Why I dislike DLR

It took me hours last night to work out why I was getting a null result from the Value property in the following code when accessed via IronPython

public interface ISomeInterface
{
decimal Value { get; }
}


How could a non nullable type possibly return a null (or “None”)?  It turns out that when I set my variable using the .NET scripting API



ScriptScope.SetVariable(variableName, (ISomeInterface)value);


The scripting engine still works on the implementing object rather than the interface.  This means that if my object has a method “DoSomethingThatScriptingShouldNotHaveAccessTo()” then scripting has access to it!

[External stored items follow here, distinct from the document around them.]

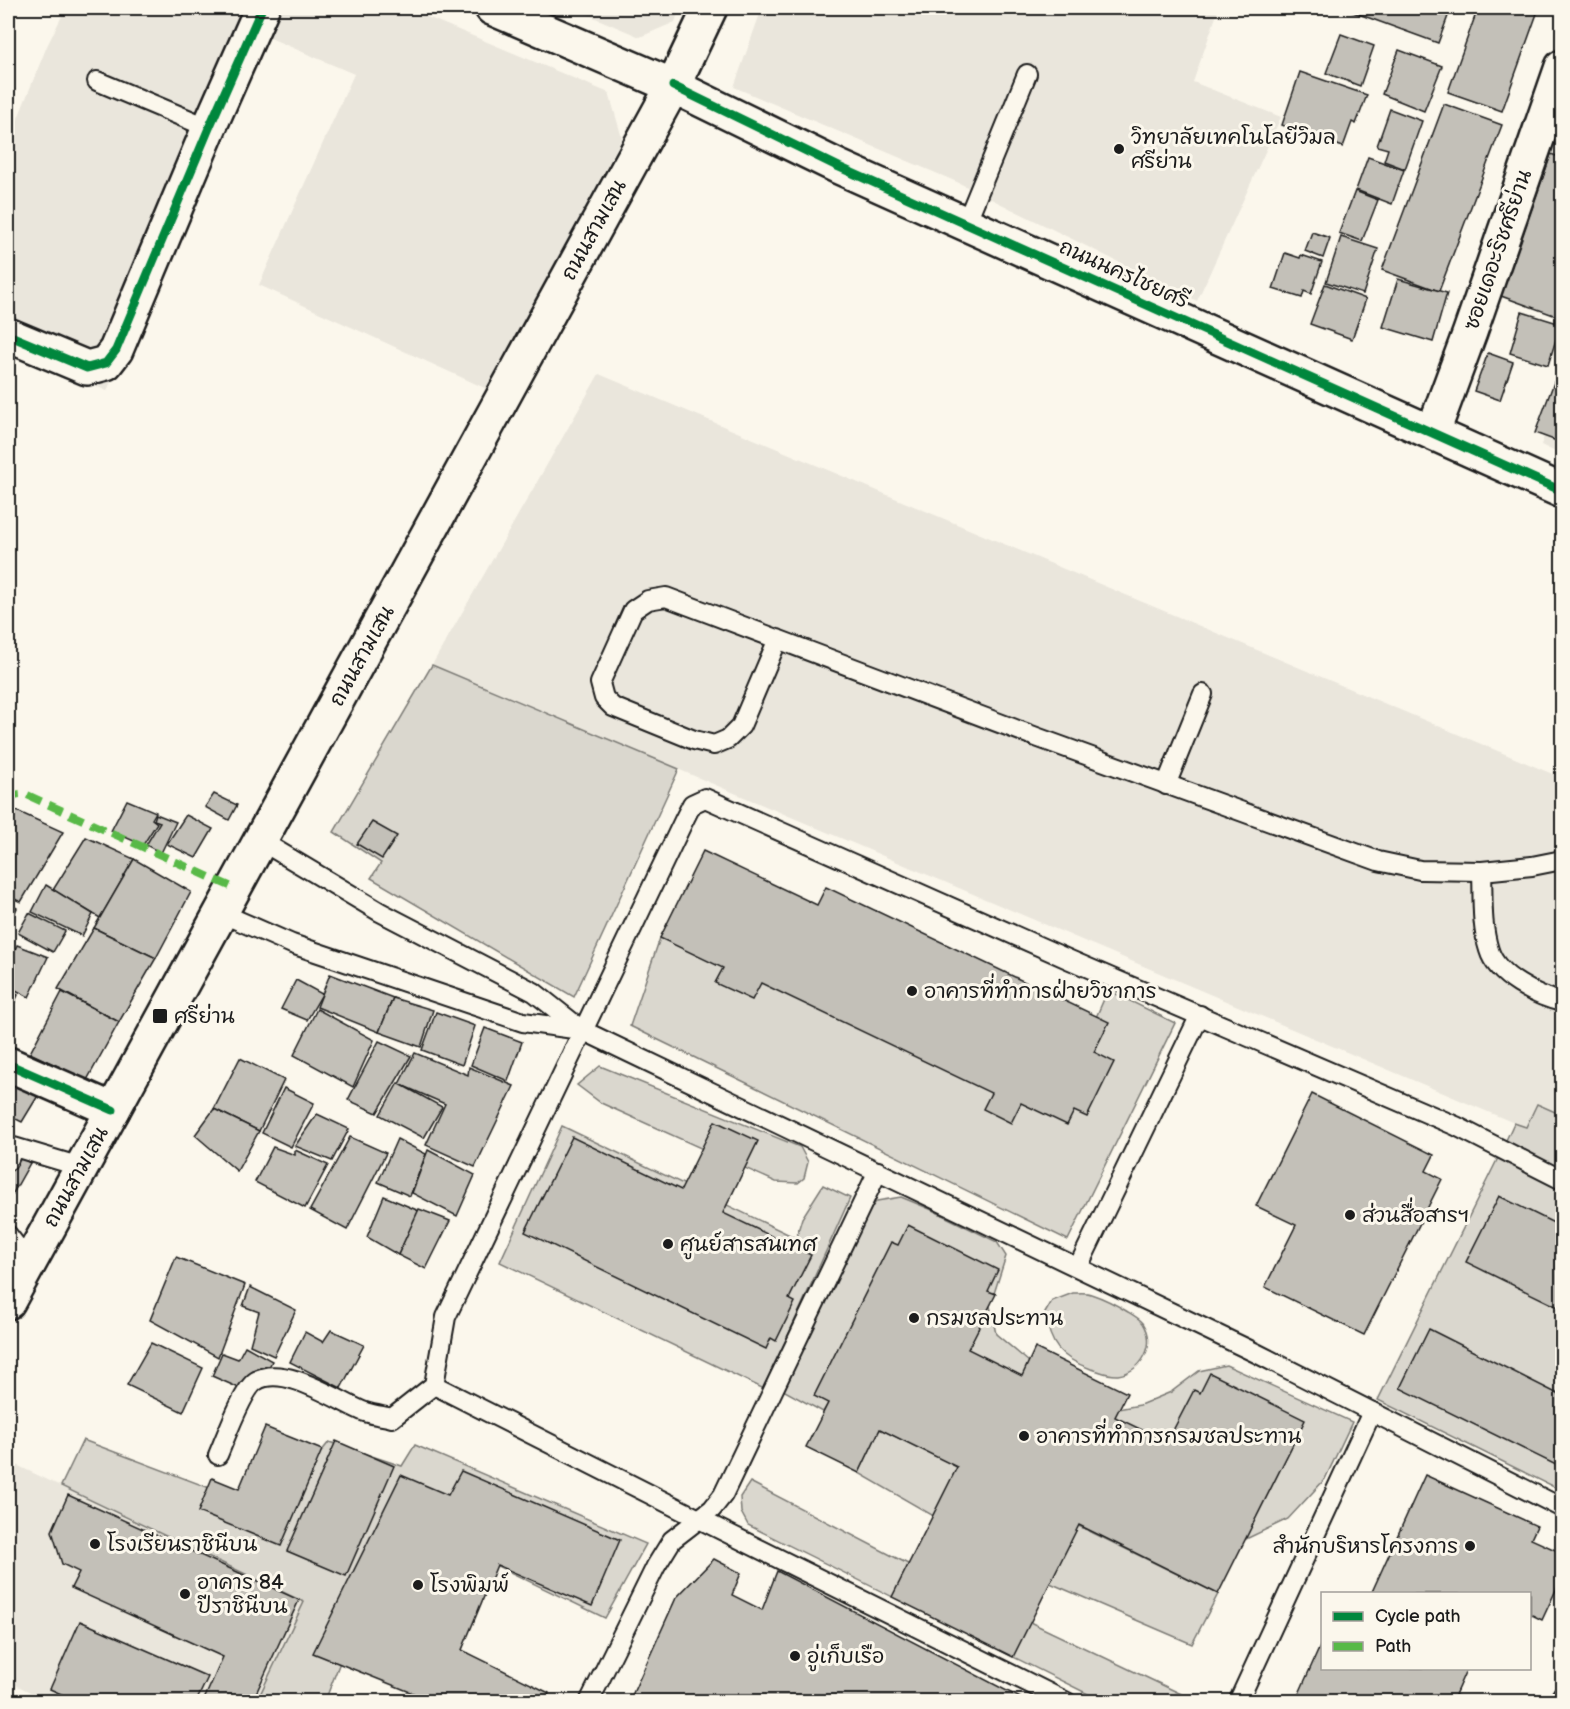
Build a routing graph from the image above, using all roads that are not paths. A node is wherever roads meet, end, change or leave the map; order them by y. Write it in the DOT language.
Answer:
graph roads {
  1 [pos="262,8"];
  2 [pos="492,8"];
  3 [pos="710,8"];
  4 [pos="1563,67"];
  5 [pos="1027,74"];
  6 [pos="97,81"];
  7 [pos="673,86"];
  8 [pos="209,128"];
  9 [pos="966,223"];
  10 [pos="8,335"];
  11 [pos="1433,432"];
  12 [pos="1563,491"];
  13 [pos="778,639"];
  14 [pos="1203,694"];
  15 [pos="1166,784"];
  16 [pos="261,841"];
  17 [pos="1563,860"];
  18 [pos="1482,872"];
  19 [pos="221,913"];
  20 [pos="1563,1002"];
  21 [pos="1200,1015"];
  22 [pos="582,1030"];
  23 [pos="8,1064"];
  24 [pos="113,1110"];
  25 [pos="10,1150"];
  26 [pos="81,1167"];
  27 [pos="878,1172"];
  28 [pos="1563,1180"];
  29 [pos="8,1235"];
  30 [pos="29,1262"];
  31 [pos="1078,1267"];
  32 [pos="8,1302"];
  33 [pos="434,1385"];
  34 [pos="1372,1412"];
  35 [pos="218,1455"];
  36 [pos="1563,1508"];
  37 [pos="699,1519"];
  38 [pos="1563,1695"];
  39 [pos="589,1701"];
  40 [pos="1067,1701"];
  41 [pos="1238,1701"];
  42 [pos="1559,1701"];
  1 -- 8 [label="street"];
  2 -- 7 [label="street, ถนนนครไชยศรี"];
  3 -- 7 [label="street, ถนนสามเสน"];
  4 -- 11 [label="street, ซอยเดอะริชศรีย่าน"];
  5 -- 9 [label="lane"];
  6 -- 8 [label="lane"];
  7 -- 9 [label="street, ถนนนครไชยศรี"];
  7 -- 16 [label="street, ถนนสามเสน"];
  8 -- 10 [label="street"];
  9 -- 11 [label="street, ถนนนครไชยศรี"];
  11 -- 12 [label="street, ถนนนครไชยศรี"];
  13 -- 13 [label="lane"];
  13 -- 15 [label="lane"];
  14 -- 15 [label="lane"];
  15 -- 18 [label="lane"];
  16 -- 19 [label="street, ถนนสามเสน"];
  16 -- 22 [label="lane"];
  17 -- 18 [label="lane"];
  18 -- 20 [label="lane"];
  19 -- 22 [label="lane"];
  19 -- 24 [label="street, ถนนสามเสน"];
  21 -- 22 [label="lane"];
  21 -- 28 [label="lane"];
  21 -- 31 [label="lane"];
  22 -- 27 [label="lane"];
  22 -- 33 [label="lane"];
  23 -- 24 [label="street"];
  24 -- 26 [label="street, ถนนสามเสน"];
  25 -- 26 [label="lane"];
  26 -- 30 [label="street, ถนนสามเสน"];
  27 -- 31 [label="lane"];
  27 -- 37 [label="lane"];
  29 -- 30 [label="lane"];
  30 -- 32 [label="street, ถนนสามเสน"];
  31 -- 34 [label="lane"];
  33 -- 35 [label="lane"];
  33 -- 37 [label="lane"];
  34 -- 36 [label="lane"];
  34 -- 41 [label="lane"];
  37 -- 39 [label="lane"];
  37 -- 40 [label="lane"];
  38 -- 42 [label="lane"];
}
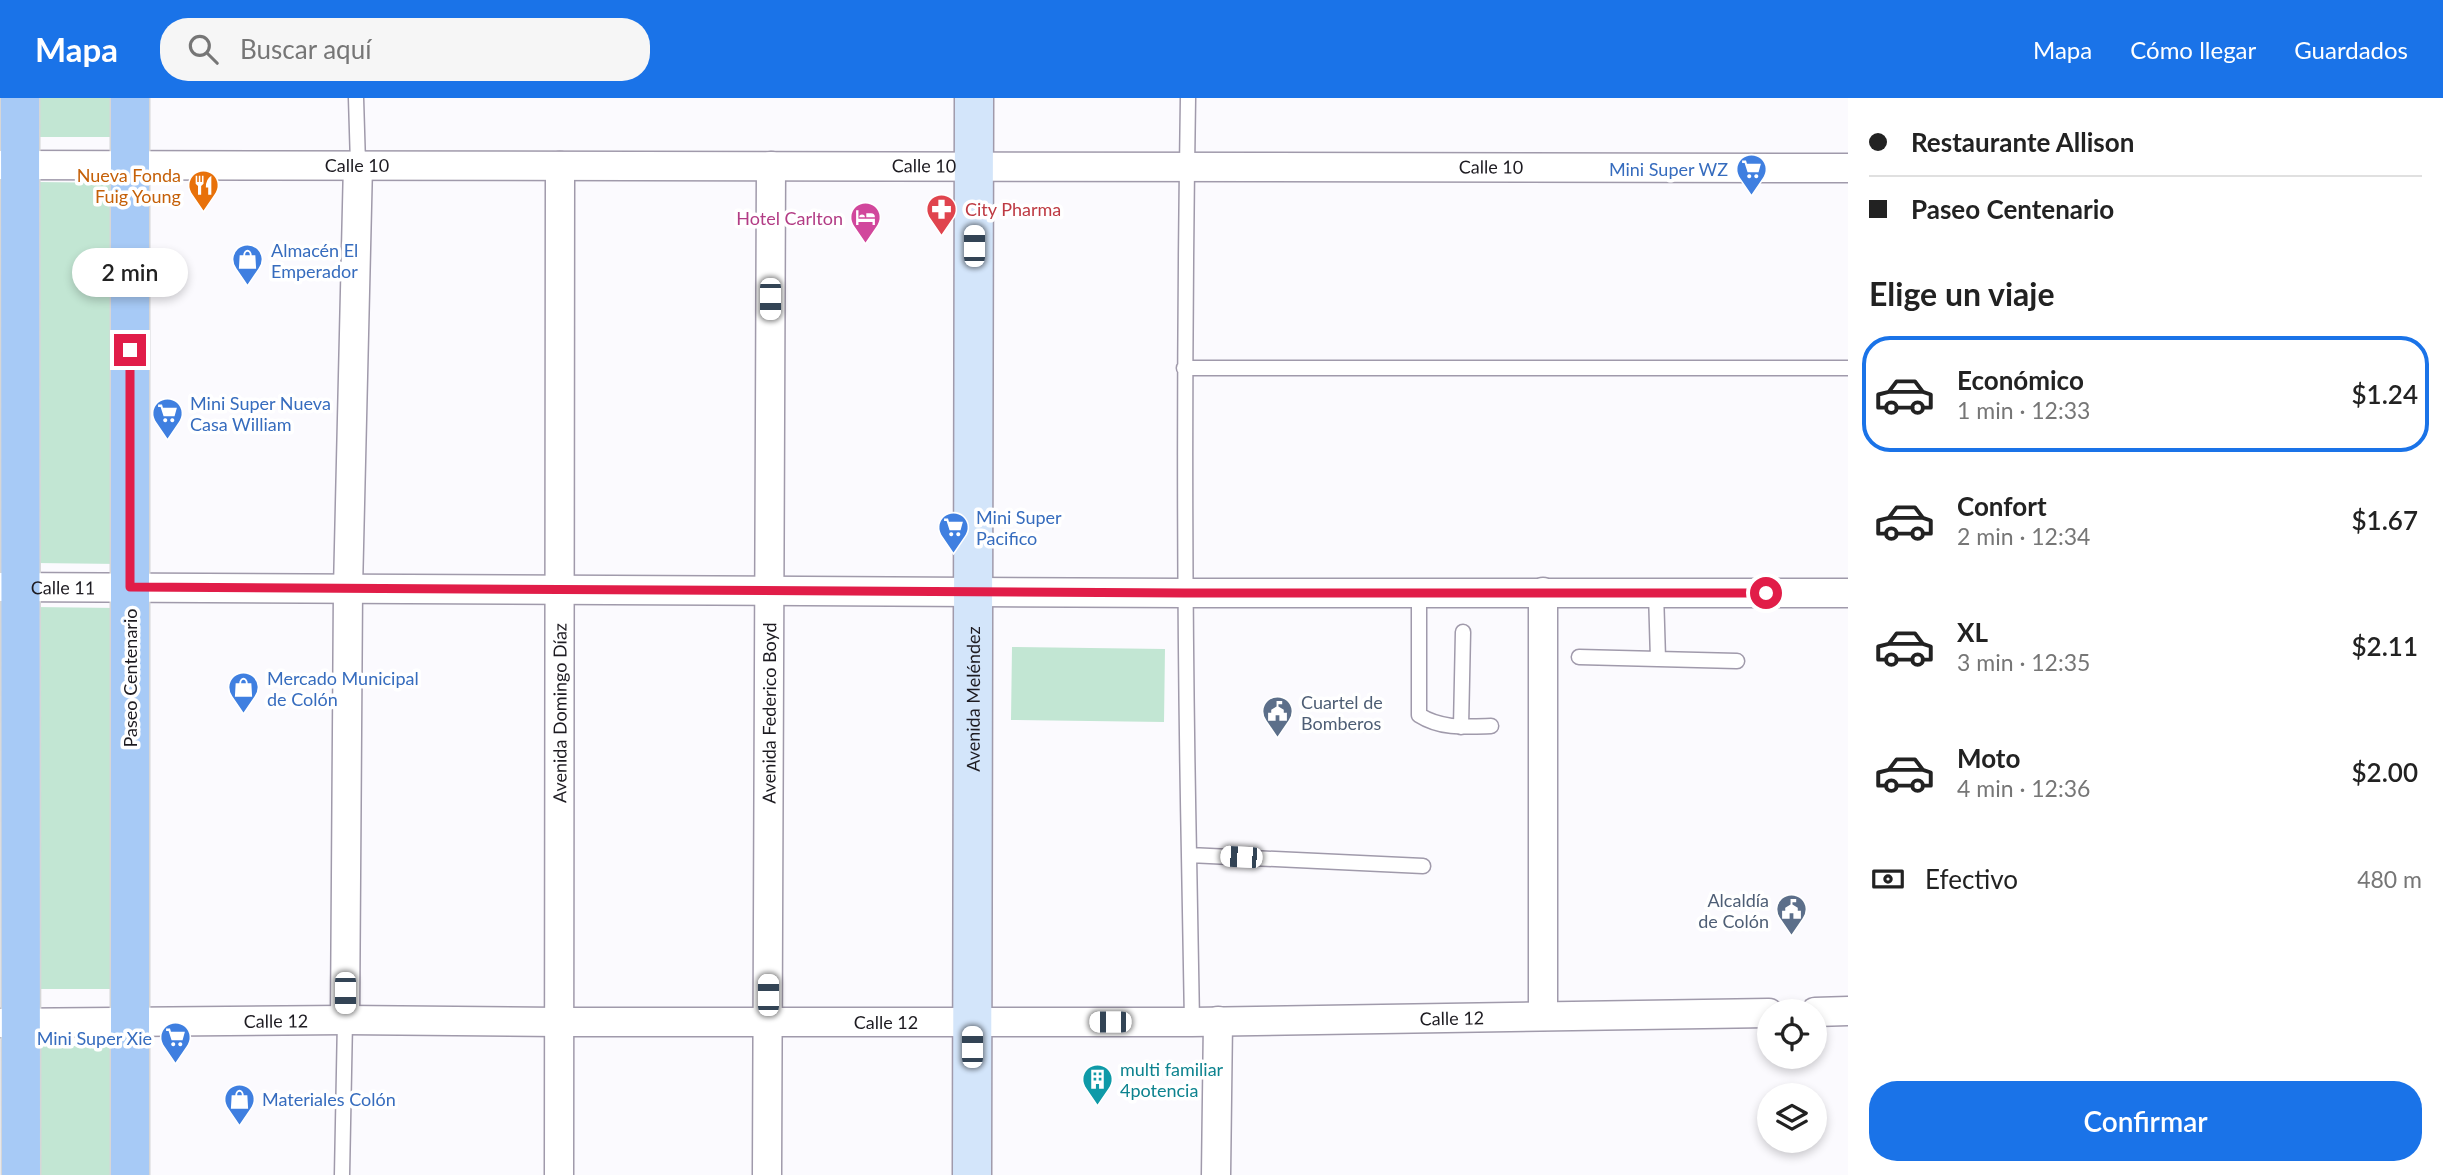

In my case this bit me because I had a Nullable<decimal> property called “Value”, and the Value property implemented explicitly for the interface looked like this



decimal ISomeInterface.Value
{
get
{
if (this.Value == null)
CalculateValue();
return this.Value;
}
}


In this case I expected the script to access the variable’s “Value” property via the interface declaration because that is how I typecast the value when setting the variable; but because the DLR accesses the object itself it was going directly to the class’s property itself and fetching a Nullable<Decimal> which of course was null.



The upshot of this is that if I want any kind of control over which methods my users can script I cannot simply have my objects implement specific interfaces, I have to create a facade class for each class I want API access to which has a subset of members and simply passes them through to the real object.  That is going to be a LOT of work!



The DLR should respect the type of the reference passed, not look up GetType() and work on that.  I need a static scripting language for .NET!